As you can see from the summary above, the primary Execution time is Task Execution, so we switch to the Task Execution TAB

We can find the above: apps: droidyue: crashlyticsUploadDeobsChinaRelease incredibly took 4 m26. 26 s, so that is what a task?

In fact, it is the operation of uploading obtrusiveness mapping files of crashlytics, a well-known bug-collecting tool. As the Crashlytics server is in a foreign country, this network operation will be very slow.

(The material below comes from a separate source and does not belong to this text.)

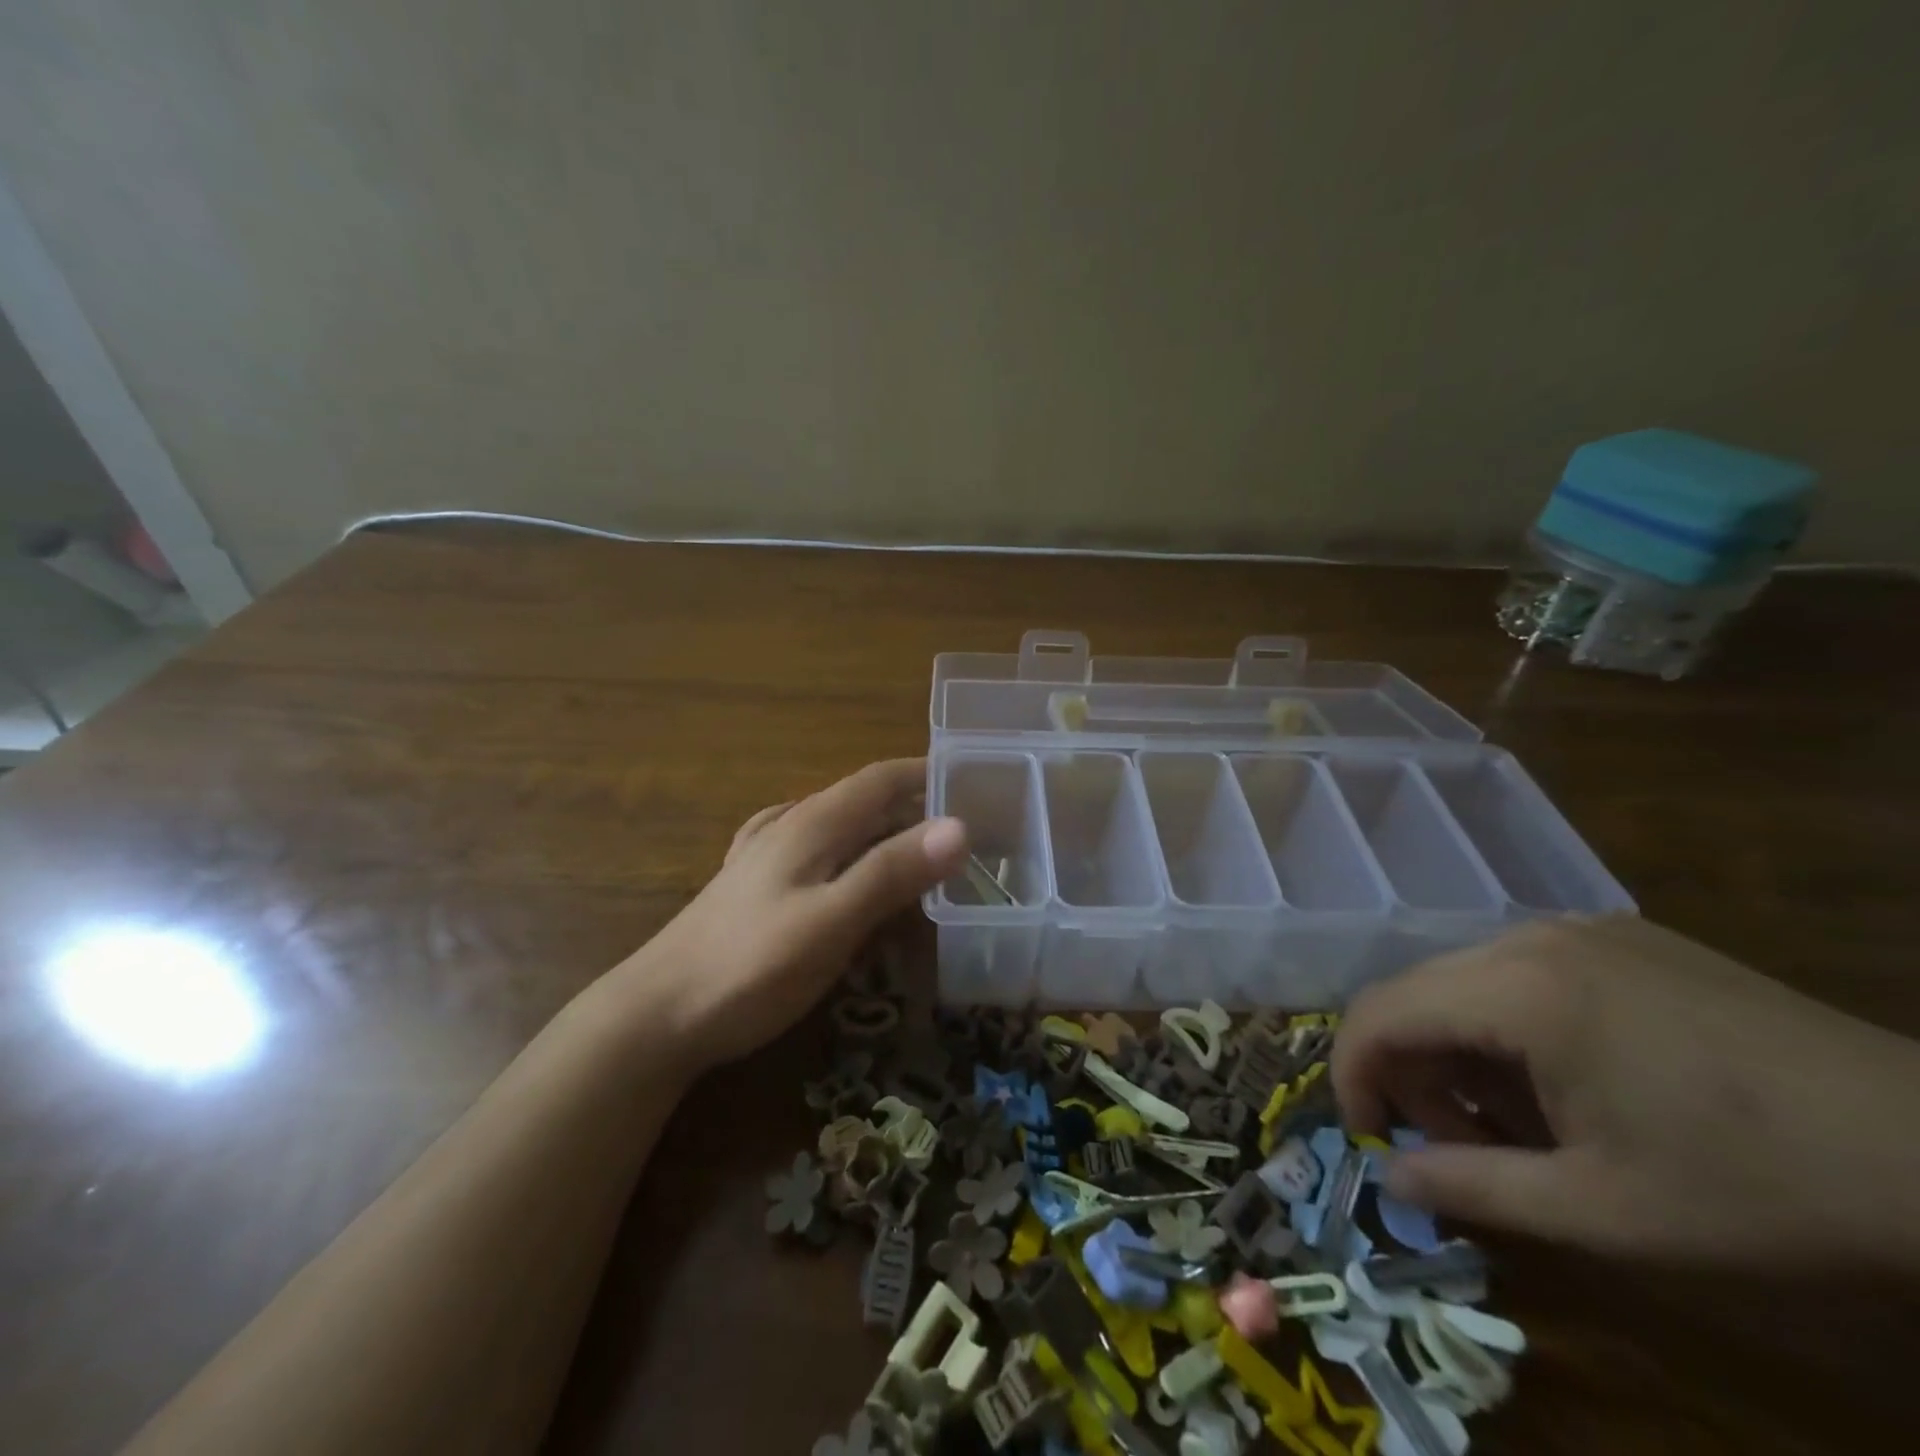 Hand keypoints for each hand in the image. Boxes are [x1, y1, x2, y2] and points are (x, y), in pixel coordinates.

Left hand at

To resolve this, you can optionally apply the Crashlytics plugin for error-Prone, a section of Google’s Java and Android Bug analysis tool for enabling Error-Prone.

Through the profile, we can clearly identify the root causes of time consumption and begin to address them in a targeted manner.

The last word

If we optimize without upgrading the hardware, when all of our configurations are applied and the compile time still feels like a long time, then we should also think from a hardware perspective.

There are generally three main influences on the hardware for improving compilation speed

  • CPU: i5 is recommended
  • Memory: The recommended memory is not less than 8 GB
  • Hard disk: SSD is recommended

A mature product with all three would be MBP, such as this Apple MacBook Pro 15.4-inch laptop (Core I7 processor /16GB RAM /256GB SSD flash /Retina display).

When we optimize both hardware and software, our development efficiency will be greatly improved.

Note: Personally, using the above method, the daily debug build time is reduced from about 1 minute to about 30 seconds. My machine is 15.4mBP, I7,8G,SSD.